Con queste parole chiudeva il volantino della serata finale del VII Concorso Canoro Nazionale L'Anfora. Era una promessa piena di speranza, perché si sa: chi lascia la strada vecchia per quella nuova, sa quello che perde, non sa quello che trova. Dopo quasi 3 ore ininterrotte di musica, possiamo dire che è andata meglio di quanto non avremmo potuto sperare.
Nessun dubbio sulla professionalità e la bravura del quartetto (composto da Valerio Vaiarelli al basso, Gian Paolo Todaro alla chitarra, Valentino Favotto alle tastiere e Marco Campigotto alla batteria): quello che preoccupava l'organizzazione era l'effetto che la novità avrebbe avuto sull'esecuzione dei giovani interpreti, troppo spesso abituati a cantare solo su basi preregistrate. E invece, a dispetto di ogni timore, i finalisti che hanno scelto di cantare accompagnati dal gruppo (16 su 20) si sono espressi meglio di quanto non avessero fatto nella versione registrata su base, pervenuta alla segreteria per essere valutata dal comitato tecnico addetto alle selezioni.

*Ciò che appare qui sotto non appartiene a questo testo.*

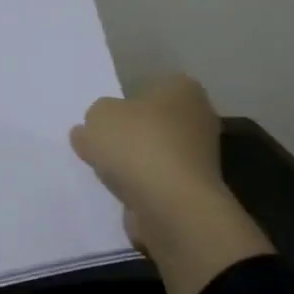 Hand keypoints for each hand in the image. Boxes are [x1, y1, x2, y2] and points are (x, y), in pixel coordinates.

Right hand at [70, 76, 272, 293]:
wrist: (170, 206)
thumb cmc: (138, 146)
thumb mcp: (99, 117)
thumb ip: (95, 118)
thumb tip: (94, 130)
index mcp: (183, 89)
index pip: (150, 87)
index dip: (124, 103)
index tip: (104, 120)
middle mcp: (198, 118)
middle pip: (153, 122)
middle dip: (130, 134)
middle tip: (100, 145)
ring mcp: (200, 157)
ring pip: (155, 153)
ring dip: (135, 163)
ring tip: (106, 173)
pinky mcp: (193, 189)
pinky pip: (158, 181)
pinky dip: (141, 186)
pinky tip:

Ma veniamo ai tre vincitori anzi, vincitrici... che si sono aggiudicati l'accesso diretto alle semifinali del "H.I.T. Festival" di Saint Vincent. Al primo posto Gloria Ciprian con "Hedonism" degli Skunk Anansie, interprete molto brava ma anche molto disinvolta sul palco. Al secondo posto Mariachiara Guzzo con "Senza di me" di Anna Oxa, capace di un'interpretazione molto personale grazie anche ad una voce sicuramente particolare. Al terzo posto Ilenia Battistin con "Amor mio" di Battisti, reinterpretata in uno stile tutto suo, senza voler competere con chi ha reso famoso questo pezzo, ovvero Mina.